Proje kapsamında elde edilen sonuçlar arasında kekiğin gündelik kullanımı ve sağlık alanındaki karşılığına dair bilgiler de veren Dirmenci; “Özellikle etli yemeklerimizi baharat olarak süsleyen kekik, aynı zamanda çayı yapılarak, kekik suyu ve kekik yağı olarak da tüketilmektedir. Özellikle, üst solunum yolları enfeksiyonlarında, boğaz ağrısında, sindirim sistemi sorunlarında çay olarak tüketmek daha yaygın bir kullanımdır. Halk arasında yaygın kullanıma sahip olan kekiğin en önemli uçucu yağ bileşenleri arasında “Karvakrol” ve “Timol” yer almakta olup, özellikle karvakrol’ün mikrop öldürücü, kanser tedavisinde etkili, ağrı kesici, antioksidan, obeziteyi önleyici, karaciğeri koruyucu, haşaratları öldürücü, yara iyileştirici gibi özelliklerinin olduğu birçok çalışmayla ortaya konmuştur.
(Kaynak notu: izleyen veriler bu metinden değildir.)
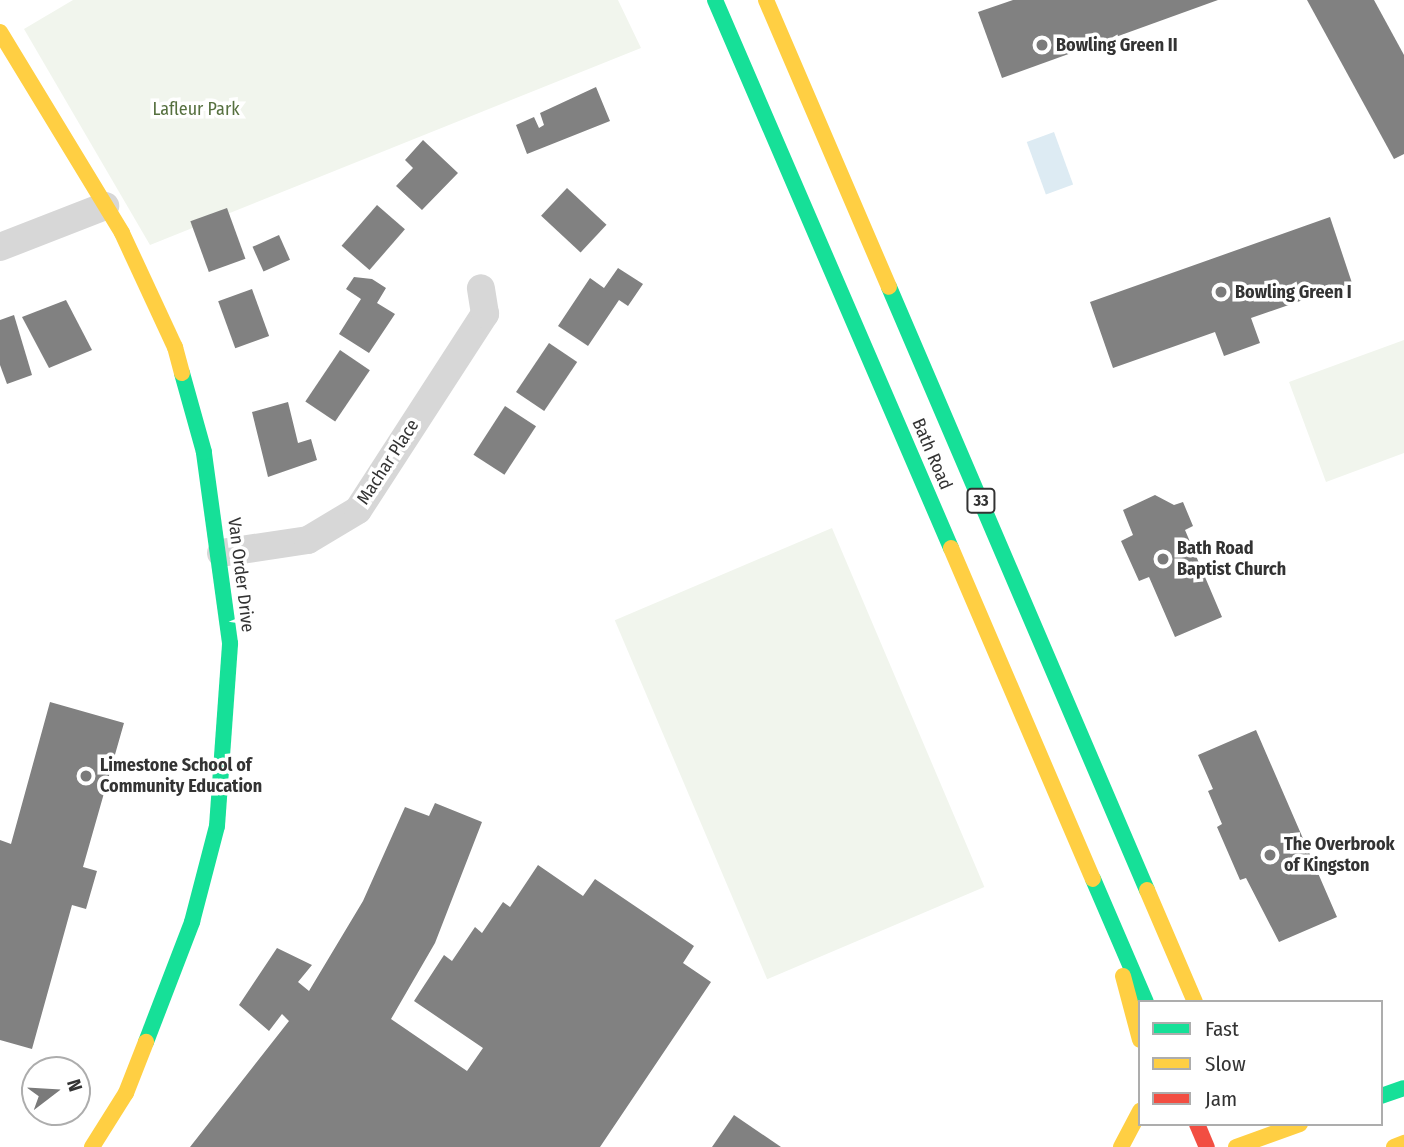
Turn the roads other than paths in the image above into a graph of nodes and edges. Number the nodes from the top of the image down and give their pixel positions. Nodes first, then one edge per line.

Literatür çalışmaları ve yapılan bu TÜBİTAK projesi ile halk arasında yaygın olarak kullanılan Kekik türlerinden Origanum vulgare subsp. hirtum (İstanbul kekiği) ile birlikte Origanum bilgeri (cıngıllı kekik) ve Origanum munitiflorum’un (Sütçüler kekiği) kuvvetli antioksidan maddeler olan fenolik bileşenlerce zengin olduğu ve buna bağlı olarak da kuvvetli antioksidan özellik göstermekle birlikte birçok bakteri ve mantar türüne karşı etkili olduğu saptanmıştır. Sütçüler kekiği endemik bir kekik türü olup, İzmir kekiği/bilyalı kekik ve İstanbul kekiği gibi kekik suyu imalatında da kullanılmaktadır. Kekik suyu, içinde binde bir oranında uçucu yağ içerebilir, ancak kekik yağında bulunmayan ve sindirim sitemine faydalı birçok kimyasal maddeyi içerir. Sindirim sistemi için en etkili özelliklerinden birisi hazımsızlığı gidererek sindirim sistemini düzenlemesidir. Kekik yağı geniş bir kulanım alanına sahip olmakla birlikte, mantar ve bakterilerin sebep olduğu yiyecek bozulmalarını önleyen doğal bir gıda koruyucusudur. Yine proje çalışmaları sonucunda, halk arasında kullanımı olan bazı türlerin anti-Alzheimer etkisinin de olduğu belirlenmiştir. Özellikle Origanum onites (İzmir kekiği/bilyalı kekik)’in hem uçucu yağının hem de hazırlanan ekstratlarının oldukça iyi derecede anti-Alzheimer aktiviteye sahip olduğu tespit edilmiştir” ifadelerini kullandı.